There are brief snatches - towards the end - when he is describing trivial things honestly - sand drifting in through a doorway - that I could almost like. But having made that token attempt at liking it, I shall from now on be relentlessly negative.
This Goodreads review says most of what I would say; so I'll assume you've read that.
Philosophically, if the book has anything to say, it is that we are apt, or likely, or might, be stopped by some unknowable wonder; and being unable to respond adequately, we would fail; and fall back upon ourselves (the aliens have done that, and grown us to face it, and the book unable to think of any good reaction ends with Character heading off into the wild, going yee-haw). This doesn't seem like a valuable idea. Unless it is a metaphor for people like Gray's reaction to Liberalism. But I think that kind of subtlety, or analysis, is beyond Our Author.
Another flaw is that the Female Character has to grow tired of her tank, and gets turned into a sparkly unicorn-butterfly princess, and flies off into the night. This too is both unimaginative and philosophically doubtful; the idea that life-of-the-mind is effectively valueless is a poor one.

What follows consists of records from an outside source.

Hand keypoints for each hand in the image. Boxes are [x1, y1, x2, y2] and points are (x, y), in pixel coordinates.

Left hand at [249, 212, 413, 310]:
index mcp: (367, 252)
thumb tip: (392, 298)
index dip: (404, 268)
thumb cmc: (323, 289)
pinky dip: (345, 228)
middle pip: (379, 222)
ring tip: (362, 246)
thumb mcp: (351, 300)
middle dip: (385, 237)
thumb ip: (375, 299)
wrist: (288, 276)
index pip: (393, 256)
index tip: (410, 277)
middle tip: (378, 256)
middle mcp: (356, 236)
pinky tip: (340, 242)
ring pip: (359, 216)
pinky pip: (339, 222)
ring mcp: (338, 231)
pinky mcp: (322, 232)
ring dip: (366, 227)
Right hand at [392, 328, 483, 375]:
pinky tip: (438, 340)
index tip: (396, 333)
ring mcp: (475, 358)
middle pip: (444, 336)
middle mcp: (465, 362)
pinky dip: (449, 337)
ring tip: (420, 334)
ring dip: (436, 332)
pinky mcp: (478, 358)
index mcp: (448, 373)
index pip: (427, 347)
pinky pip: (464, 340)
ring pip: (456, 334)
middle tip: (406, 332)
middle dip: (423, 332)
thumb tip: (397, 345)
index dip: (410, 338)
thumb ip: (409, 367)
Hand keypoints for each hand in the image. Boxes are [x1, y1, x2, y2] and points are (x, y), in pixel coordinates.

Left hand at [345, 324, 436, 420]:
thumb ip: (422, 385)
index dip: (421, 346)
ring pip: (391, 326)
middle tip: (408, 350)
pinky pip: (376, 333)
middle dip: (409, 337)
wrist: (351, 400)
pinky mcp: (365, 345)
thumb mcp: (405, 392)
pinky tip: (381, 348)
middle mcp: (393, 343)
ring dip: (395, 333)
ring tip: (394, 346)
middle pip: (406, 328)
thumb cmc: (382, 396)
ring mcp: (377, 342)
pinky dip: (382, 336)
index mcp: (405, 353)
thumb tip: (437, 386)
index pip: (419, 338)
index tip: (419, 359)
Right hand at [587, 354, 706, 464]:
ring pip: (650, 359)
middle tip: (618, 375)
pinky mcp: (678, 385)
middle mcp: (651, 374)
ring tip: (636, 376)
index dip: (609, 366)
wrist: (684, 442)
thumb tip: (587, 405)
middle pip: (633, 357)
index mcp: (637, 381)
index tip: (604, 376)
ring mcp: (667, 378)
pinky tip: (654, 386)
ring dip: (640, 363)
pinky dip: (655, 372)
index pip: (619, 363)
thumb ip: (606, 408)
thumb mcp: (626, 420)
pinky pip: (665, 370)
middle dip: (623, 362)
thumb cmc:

A token plot hole that annoyed me: Another Character is a serial killer (for no particularly obvious reason; perhaps just to be edgy; perhaps it was fashionable then) and a physicist. But Our Author knowns nothing of physics or academia, so AC behaves as neither physicist or academic. He's also unsatisfactory as a serial killer: although the kills a NPC at a dinner party and leaves her to be found, the police don't even come to interview him. Ditto all his other murders. WTF? This is just carelessness; if your characters are going to kill people in nominally law-abiding present-day society they need to actually be in that society.